* _INSTRUCTIONS TO FOLLOW_:
Which lines of the records below contain the string "HOME"? Report each of them.

* _MATERIAL SUPPLIED_:
=== Section Start ===

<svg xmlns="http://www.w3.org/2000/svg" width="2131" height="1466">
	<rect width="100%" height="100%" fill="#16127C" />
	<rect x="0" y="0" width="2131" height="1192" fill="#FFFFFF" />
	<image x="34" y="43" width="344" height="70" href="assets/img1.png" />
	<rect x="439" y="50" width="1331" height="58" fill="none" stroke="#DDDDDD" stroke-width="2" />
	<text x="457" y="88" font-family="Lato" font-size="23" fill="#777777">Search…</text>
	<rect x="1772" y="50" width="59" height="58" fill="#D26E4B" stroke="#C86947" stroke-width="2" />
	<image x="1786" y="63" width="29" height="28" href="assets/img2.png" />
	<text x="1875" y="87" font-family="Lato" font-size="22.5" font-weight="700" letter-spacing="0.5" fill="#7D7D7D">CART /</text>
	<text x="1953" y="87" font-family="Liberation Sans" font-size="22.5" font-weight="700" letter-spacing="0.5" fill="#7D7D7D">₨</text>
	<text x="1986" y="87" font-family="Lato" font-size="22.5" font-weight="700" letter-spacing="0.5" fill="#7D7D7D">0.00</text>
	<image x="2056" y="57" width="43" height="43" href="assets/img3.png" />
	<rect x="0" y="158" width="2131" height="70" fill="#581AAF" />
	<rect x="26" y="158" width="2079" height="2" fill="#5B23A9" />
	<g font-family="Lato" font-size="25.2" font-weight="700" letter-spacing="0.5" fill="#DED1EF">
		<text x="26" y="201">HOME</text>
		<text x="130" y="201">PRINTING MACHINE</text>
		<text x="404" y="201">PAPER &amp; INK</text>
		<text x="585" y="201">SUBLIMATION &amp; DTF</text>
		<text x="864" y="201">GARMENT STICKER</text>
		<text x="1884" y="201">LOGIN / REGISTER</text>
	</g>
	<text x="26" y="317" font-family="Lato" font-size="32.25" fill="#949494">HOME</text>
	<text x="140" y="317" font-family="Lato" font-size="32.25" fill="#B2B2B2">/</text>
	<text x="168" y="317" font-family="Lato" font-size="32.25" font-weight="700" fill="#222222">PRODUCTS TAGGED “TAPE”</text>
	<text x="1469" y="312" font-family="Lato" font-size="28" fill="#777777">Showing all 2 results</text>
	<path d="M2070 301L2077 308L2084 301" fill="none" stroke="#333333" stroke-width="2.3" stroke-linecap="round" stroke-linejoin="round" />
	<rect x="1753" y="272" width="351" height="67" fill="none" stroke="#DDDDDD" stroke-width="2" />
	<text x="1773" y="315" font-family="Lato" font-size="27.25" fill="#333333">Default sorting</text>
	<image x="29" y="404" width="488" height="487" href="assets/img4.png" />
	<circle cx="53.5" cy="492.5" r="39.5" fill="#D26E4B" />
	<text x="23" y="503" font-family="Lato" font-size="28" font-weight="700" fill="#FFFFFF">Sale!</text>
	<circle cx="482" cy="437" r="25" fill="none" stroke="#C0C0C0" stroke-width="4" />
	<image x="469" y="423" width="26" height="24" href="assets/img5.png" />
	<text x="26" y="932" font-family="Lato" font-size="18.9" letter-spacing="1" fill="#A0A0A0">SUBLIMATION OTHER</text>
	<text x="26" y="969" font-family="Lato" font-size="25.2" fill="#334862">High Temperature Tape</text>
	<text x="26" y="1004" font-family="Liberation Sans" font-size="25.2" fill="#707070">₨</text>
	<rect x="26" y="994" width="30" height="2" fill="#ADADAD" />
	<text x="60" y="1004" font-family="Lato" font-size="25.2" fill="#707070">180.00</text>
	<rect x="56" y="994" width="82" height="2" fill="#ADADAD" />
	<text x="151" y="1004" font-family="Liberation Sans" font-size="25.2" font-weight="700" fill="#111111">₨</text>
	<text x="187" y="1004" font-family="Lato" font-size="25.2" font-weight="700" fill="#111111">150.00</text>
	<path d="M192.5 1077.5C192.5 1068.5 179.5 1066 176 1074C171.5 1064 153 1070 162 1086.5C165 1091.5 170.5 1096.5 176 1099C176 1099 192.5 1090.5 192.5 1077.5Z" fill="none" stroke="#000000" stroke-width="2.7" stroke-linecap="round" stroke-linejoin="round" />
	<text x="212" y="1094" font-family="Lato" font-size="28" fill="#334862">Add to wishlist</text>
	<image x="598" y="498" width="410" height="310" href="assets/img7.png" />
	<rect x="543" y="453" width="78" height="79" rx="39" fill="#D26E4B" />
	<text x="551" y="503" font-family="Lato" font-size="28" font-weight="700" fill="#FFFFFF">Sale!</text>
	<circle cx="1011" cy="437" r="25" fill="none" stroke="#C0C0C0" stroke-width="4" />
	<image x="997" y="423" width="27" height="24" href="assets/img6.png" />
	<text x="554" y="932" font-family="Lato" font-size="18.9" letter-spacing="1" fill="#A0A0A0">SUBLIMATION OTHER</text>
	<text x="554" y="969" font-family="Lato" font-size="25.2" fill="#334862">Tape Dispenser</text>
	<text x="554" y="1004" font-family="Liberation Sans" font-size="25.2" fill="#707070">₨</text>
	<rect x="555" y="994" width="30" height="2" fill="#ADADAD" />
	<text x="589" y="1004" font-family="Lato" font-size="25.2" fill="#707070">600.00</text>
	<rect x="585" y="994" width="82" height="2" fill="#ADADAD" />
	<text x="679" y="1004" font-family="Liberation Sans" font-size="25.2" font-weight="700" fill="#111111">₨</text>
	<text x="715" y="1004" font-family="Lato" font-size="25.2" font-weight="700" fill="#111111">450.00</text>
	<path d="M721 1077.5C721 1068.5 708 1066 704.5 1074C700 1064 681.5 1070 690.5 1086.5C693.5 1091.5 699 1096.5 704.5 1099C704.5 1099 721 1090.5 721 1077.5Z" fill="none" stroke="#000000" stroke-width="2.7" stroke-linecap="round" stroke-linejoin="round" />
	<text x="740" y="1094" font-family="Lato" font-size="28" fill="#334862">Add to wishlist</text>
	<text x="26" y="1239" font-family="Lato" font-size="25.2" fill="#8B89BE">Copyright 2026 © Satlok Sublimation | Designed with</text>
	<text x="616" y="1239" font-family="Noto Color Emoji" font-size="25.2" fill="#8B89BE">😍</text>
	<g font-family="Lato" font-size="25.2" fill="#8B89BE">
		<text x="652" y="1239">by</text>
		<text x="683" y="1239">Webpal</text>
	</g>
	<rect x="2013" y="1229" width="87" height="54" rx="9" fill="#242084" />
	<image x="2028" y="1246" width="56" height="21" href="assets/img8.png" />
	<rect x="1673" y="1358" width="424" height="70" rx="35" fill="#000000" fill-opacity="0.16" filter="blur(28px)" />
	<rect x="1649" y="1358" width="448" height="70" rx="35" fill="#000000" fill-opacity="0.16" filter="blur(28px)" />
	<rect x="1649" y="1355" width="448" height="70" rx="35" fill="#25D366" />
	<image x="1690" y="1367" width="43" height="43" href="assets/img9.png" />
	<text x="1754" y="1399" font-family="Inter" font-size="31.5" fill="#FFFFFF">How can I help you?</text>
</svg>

=== Section End ===

* _SOLUTION TO THIS TASK_:
		<text x="26" y="201">HOME</text>
	<text x="26" y="317" font-family="Lato" font-size="32.25" fill="#949494">HOME</text>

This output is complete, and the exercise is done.